Segment Start: Records for the exercise

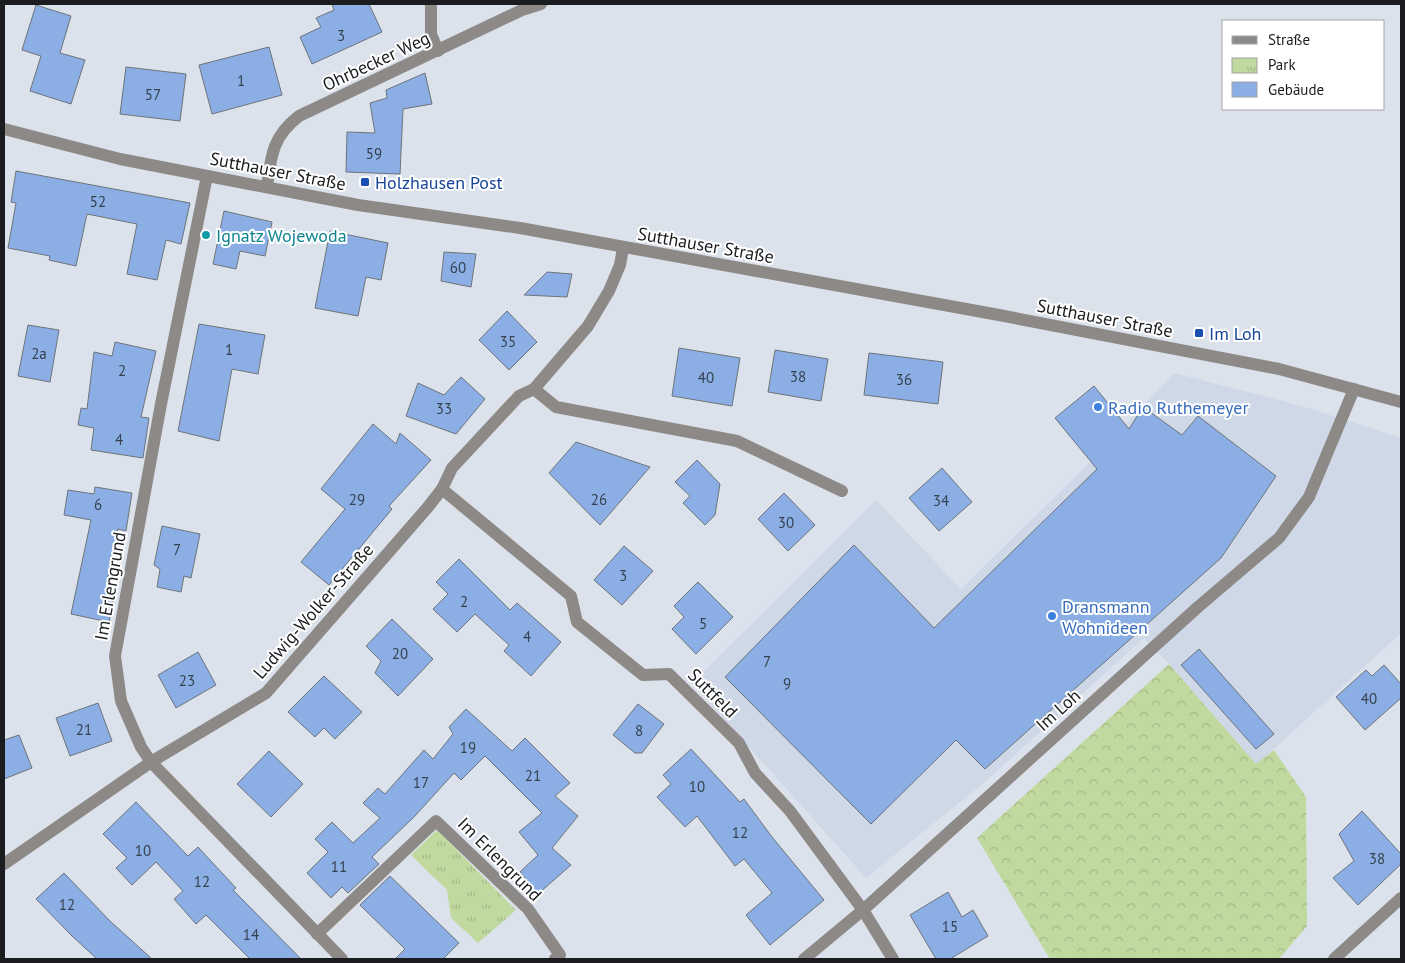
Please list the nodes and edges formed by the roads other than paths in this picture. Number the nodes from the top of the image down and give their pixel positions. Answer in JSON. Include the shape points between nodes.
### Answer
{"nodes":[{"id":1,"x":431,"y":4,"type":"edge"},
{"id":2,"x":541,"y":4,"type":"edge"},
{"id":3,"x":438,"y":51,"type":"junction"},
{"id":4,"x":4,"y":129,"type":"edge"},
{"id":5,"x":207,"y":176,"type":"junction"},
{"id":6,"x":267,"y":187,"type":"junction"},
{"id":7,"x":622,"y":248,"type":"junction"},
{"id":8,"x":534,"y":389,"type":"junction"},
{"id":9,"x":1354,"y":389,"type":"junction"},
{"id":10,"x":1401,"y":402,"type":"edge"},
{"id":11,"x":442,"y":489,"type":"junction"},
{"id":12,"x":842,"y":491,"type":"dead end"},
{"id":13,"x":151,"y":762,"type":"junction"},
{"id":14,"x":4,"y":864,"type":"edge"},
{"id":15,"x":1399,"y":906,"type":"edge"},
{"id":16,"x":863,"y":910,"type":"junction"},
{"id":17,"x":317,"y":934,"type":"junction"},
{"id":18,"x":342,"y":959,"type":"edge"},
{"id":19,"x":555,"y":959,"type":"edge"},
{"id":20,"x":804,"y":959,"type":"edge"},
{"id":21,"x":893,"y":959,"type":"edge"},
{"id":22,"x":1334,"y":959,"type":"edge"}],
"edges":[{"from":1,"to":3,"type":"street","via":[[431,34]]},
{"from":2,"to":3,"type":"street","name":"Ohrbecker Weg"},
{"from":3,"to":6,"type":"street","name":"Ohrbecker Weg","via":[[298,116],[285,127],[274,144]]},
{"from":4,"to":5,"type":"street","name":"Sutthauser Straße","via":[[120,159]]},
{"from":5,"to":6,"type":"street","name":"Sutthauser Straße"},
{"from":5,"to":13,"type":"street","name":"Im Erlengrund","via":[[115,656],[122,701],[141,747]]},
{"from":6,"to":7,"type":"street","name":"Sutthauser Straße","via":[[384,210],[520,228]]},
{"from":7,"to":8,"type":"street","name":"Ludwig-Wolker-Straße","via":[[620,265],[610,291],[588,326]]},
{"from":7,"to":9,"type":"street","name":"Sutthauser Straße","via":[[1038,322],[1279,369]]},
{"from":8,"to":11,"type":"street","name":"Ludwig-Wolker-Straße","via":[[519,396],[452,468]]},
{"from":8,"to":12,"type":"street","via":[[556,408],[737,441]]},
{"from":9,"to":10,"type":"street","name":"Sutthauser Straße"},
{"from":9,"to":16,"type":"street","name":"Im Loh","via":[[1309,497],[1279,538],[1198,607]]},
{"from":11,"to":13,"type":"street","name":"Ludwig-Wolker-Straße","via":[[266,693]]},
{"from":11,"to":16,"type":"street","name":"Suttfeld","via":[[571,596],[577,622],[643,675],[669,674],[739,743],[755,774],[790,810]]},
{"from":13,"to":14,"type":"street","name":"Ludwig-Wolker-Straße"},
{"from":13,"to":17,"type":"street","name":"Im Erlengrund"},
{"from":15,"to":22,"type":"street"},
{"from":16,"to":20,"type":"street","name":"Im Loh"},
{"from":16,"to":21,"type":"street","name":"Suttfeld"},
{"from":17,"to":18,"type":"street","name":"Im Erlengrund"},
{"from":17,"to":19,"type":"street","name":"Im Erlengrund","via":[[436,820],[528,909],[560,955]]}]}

Segment End: Records for the exercise
Segment Start: Records for the exercise

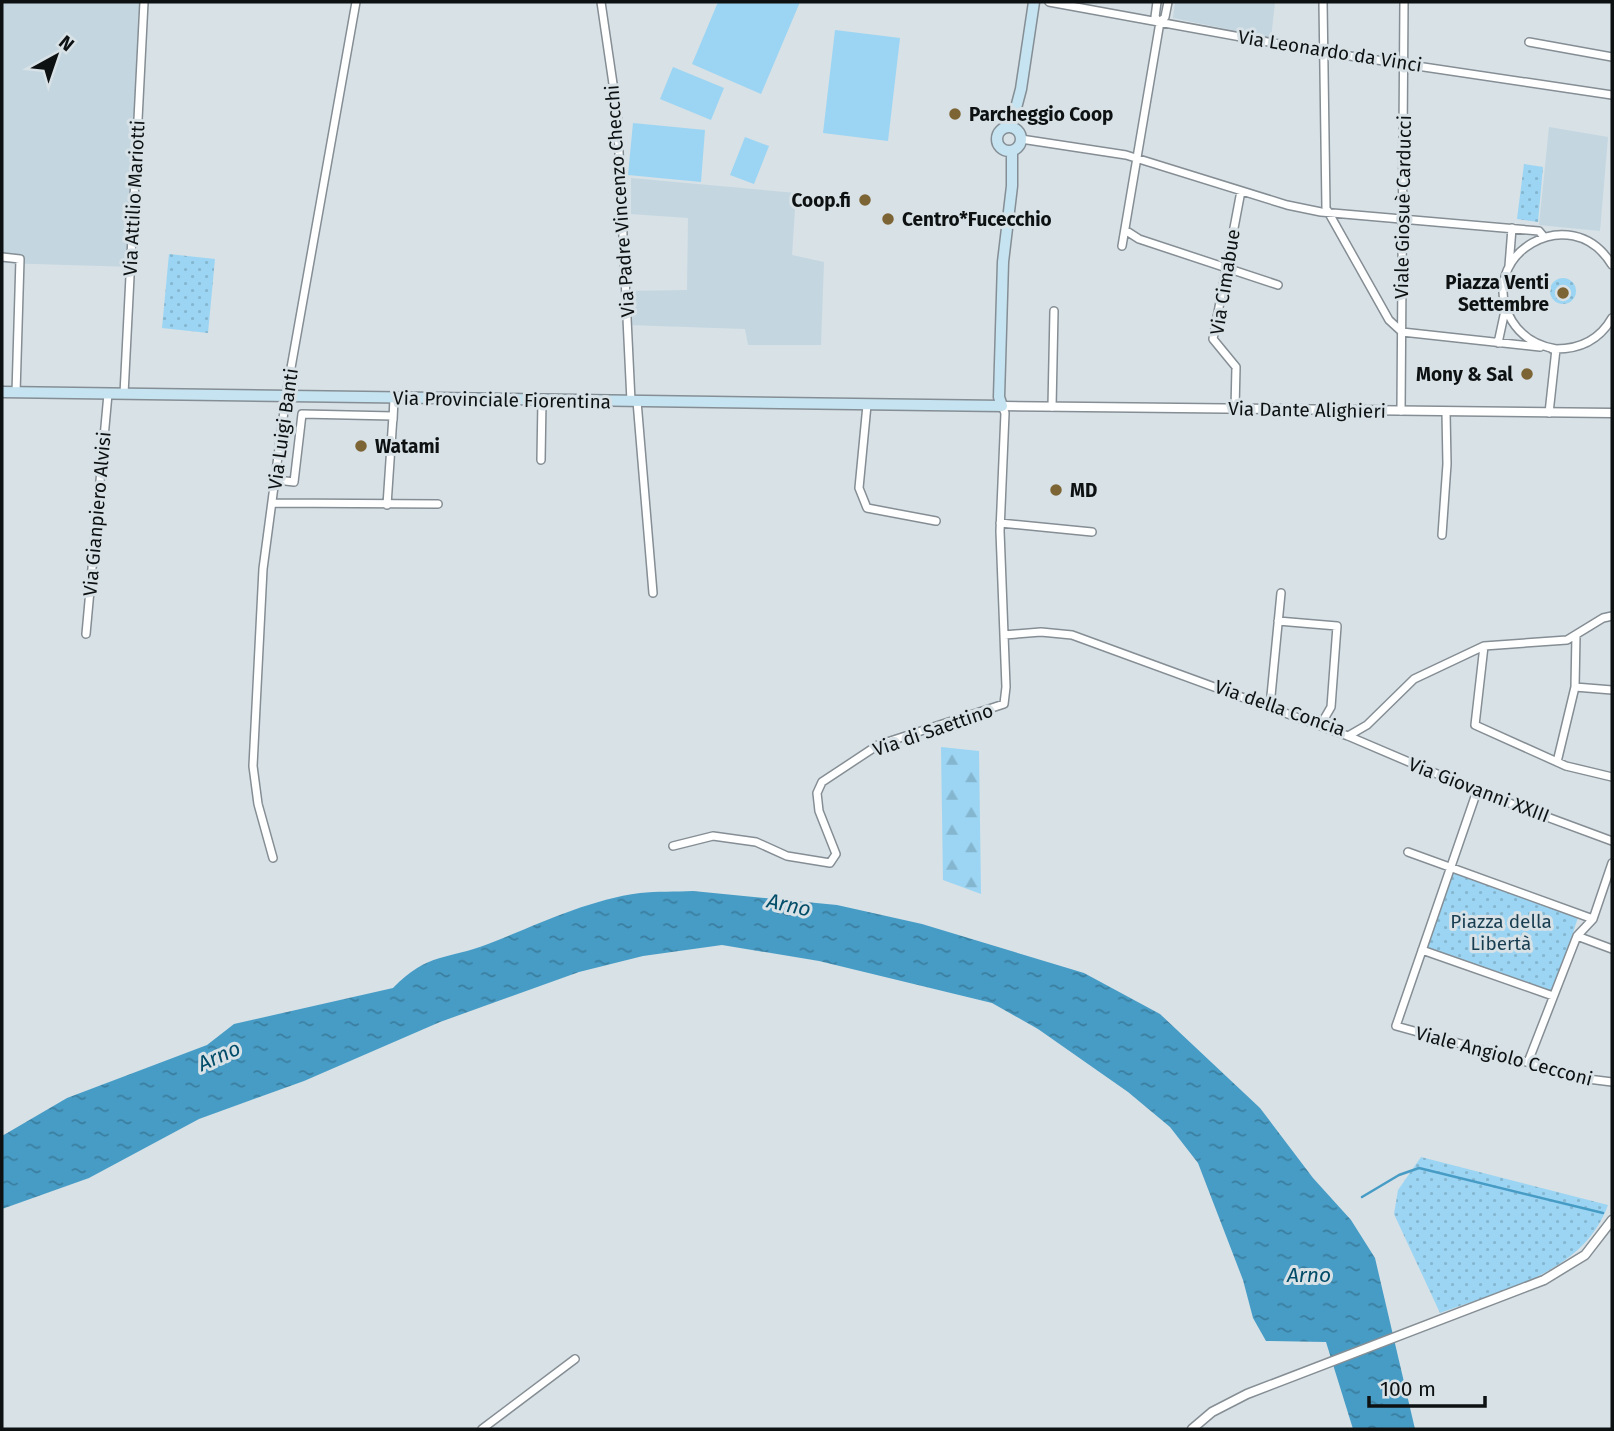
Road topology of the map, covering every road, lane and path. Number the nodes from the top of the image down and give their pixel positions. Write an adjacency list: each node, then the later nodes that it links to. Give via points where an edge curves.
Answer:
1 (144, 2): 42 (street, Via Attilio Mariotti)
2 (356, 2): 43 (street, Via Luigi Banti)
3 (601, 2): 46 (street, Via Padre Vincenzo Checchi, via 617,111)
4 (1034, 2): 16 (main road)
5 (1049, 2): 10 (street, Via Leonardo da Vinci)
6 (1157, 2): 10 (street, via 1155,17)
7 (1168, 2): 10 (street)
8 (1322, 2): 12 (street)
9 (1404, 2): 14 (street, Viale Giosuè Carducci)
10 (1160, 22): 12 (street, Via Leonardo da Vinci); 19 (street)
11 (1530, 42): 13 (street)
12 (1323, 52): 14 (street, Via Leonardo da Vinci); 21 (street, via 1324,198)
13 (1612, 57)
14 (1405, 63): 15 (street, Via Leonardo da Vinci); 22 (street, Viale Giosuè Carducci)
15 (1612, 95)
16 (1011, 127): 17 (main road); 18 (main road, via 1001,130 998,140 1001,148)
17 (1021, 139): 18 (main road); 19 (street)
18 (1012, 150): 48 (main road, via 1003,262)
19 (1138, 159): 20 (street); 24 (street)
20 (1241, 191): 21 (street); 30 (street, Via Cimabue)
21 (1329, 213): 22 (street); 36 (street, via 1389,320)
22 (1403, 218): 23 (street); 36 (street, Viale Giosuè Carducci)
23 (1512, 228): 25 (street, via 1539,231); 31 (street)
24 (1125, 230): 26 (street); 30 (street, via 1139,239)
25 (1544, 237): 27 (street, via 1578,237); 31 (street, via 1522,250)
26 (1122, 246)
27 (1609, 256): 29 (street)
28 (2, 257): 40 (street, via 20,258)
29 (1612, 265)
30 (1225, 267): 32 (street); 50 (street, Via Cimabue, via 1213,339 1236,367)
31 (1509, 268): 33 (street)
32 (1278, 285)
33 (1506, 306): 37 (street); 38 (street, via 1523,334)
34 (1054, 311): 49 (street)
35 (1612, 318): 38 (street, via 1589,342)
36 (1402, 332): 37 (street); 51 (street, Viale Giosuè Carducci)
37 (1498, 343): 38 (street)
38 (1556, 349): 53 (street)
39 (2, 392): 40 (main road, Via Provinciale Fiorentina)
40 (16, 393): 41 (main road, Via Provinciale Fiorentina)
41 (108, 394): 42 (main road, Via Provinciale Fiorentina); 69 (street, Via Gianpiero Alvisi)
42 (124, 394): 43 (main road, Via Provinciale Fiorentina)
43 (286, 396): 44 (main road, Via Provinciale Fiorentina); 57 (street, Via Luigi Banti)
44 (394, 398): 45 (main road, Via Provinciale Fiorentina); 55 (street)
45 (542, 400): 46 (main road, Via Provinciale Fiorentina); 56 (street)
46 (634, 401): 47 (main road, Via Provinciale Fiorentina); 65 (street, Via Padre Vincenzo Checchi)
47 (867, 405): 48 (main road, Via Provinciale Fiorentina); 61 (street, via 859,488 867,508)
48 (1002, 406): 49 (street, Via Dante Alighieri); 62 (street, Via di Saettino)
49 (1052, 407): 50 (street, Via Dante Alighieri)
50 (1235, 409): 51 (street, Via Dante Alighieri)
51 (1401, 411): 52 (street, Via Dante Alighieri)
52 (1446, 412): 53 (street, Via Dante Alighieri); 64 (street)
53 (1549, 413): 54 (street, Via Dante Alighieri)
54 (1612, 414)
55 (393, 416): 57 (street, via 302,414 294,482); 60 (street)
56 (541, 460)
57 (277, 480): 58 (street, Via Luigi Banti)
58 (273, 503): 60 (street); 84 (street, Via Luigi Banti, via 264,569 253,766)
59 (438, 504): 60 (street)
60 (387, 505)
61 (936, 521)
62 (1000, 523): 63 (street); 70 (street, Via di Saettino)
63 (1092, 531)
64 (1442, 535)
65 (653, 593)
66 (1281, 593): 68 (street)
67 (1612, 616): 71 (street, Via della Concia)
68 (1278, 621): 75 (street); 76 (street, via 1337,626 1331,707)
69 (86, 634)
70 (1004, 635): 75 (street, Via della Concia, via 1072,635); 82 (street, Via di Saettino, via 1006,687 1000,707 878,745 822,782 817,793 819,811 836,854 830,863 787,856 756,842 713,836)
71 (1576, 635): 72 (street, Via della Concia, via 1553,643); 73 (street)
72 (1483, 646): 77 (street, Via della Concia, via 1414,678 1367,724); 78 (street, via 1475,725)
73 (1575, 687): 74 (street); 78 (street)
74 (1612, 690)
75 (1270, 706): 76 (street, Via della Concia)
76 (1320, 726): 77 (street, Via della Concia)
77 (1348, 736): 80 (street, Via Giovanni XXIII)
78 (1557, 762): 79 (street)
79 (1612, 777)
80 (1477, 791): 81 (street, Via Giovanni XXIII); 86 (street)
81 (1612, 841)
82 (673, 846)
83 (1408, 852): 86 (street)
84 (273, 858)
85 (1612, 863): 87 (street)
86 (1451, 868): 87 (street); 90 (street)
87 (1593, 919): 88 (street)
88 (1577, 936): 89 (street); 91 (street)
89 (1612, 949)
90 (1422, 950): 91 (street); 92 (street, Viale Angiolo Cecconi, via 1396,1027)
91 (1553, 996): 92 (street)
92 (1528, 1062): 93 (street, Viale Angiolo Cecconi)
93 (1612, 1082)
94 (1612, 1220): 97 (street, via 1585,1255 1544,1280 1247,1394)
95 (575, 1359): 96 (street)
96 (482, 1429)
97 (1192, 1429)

Segment End: Records for the exercise

Exercise goal:
Copy out every line of the records that the string "XXIII" appears in.

Task solution:
77 (1348, 736): 80 (street, Via Giovanni XXIII)
80 (1477, 791): 81 (street, Via Giovanni XXIII); 86 (street)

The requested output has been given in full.